Edito

Plouf !

Au cours de l’été, vous aurez peut-être la chance de piquer une tête dans le grand bain d’une piscine. Si elle est récente ou si elle a bénéficié d’une rénovation, il est probable qu’en sortant de l’eau, vous fassiez une halte dans le spa ou le sauna. Ce qu’il est convenu d’appeler des « centres aquatiques » s’apparente désormais à de véritables complexes dédiés au bien-être (lire p. 61).

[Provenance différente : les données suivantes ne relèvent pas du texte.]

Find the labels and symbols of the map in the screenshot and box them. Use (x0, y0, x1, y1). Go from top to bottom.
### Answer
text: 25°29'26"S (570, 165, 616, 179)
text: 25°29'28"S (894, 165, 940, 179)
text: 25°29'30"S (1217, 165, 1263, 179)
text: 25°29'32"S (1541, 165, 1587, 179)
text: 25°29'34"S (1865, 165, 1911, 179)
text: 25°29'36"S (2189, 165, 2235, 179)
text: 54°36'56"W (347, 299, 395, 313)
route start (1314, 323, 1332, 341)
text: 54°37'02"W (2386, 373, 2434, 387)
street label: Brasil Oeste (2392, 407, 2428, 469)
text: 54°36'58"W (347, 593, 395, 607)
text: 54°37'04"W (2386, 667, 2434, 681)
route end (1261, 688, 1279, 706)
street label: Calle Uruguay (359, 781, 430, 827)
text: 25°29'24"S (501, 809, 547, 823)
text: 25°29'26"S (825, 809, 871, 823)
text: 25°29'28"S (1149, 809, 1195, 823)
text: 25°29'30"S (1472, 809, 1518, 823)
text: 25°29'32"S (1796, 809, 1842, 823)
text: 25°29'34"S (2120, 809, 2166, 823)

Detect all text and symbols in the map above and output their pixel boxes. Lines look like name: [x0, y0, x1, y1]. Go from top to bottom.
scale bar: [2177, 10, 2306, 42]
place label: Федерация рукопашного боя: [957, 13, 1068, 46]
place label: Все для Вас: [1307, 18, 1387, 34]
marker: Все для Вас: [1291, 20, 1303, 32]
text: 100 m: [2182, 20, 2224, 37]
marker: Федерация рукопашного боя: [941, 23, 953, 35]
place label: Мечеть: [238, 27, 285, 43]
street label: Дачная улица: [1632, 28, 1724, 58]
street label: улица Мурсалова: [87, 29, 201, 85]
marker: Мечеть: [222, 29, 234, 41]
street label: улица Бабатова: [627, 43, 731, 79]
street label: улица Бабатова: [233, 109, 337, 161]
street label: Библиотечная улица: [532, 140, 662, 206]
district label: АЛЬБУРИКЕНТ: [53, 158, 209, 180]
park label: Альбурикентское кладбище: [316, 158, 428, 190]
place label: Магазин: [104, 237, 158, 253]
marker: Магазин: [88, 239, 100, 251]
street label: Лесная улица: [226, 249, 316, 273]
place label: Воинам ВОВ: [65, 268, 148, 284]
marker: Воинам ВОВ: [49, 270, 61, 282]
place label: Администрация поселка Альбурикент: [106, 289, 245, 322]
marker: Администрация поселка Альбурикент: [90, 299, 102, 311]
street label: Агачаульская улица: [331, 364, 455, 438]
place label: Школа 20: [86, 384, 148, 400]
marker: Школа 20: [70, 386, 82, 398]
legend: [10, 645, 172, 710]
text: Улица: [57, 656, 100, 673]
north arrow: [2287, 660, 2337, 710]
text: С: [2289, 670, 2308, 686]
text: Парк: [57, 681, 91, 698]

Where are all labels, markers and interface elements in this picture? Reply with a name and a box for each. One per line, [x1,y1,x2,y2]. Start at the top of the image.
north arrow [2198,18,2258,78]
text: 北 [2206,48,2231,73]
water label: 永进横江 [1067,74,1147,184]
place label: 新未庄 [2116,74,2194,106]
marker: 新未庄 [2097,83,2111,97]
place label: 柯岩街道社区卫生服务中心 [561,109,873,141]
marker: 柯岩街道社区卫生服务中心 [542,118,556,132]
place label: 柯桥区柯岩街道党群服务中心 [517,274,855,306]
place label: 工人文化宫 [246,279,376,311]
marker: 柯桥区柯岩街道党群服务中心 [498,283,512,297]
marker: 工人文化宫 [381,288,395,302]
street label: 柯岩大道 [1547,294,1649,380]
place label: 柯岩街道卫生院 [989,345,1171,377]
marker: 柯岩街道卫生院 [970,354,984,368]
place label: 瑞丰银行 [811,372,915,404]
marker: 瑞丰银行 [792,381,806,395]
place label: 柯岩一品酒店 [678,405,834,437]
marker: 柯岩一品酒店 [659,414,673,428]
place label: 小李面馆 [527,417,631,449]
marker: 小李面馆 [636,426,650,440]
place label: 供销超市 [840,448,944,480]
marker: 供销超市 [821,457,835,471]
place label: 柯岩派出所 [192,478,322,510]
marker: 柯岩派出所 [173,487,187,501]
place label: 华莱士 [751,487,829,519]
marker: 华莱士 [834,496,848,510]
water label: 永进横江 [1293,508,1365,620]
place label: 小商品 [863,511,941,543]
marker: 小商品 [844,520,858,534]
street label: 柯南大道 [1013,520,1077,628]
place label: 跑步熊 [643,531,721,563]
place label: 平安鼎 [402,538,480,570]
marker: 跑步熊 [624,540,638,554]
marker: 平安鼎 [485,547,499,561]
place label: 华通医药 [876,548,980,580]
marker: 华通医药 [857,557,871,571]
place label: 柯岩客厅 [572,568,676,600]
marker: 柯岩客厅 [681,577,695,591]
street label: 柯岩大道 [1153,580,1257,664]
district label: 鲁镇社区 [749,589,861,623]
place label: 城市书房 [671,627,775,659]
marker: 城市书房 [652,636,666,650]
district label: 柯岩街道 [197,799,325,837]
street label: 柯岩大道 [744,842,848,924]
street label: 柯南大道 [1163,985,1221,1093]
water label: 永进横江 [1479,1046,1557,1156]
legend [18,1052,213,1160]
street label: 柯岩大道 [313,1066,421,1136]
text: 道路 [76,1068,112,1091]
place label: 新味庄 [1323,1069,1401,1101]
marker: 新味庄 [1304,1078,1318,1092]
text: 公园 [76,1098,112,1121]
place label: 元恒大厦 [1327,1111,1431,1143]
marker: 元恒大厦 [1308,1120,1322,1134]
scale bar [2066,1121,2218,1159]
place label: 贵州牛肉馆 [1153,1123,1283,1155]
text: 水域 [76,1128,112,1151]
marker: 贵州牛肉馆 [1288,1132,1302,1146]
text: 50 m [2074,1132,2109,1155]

Leur filiation paraît fort lointaine avec leurs illustres aînées, simples fosses rectangulaires surmontées d’un cube en ossature bois (souvenez-vous des piscines Caneton) ou encore d’une coupole à hublots (les Tournesol), selon les rares variantes du plan « 1 000 piscines », lancé en 1969, et destiné à apprendre aux Français à faire des longueurs. La fin de l’époque des modèles dupliqués de ville en ville s’accompagne d’une place nouvelle accordée à la créativité architecturale, au projet en résonance avec son environnement (lire p. 64).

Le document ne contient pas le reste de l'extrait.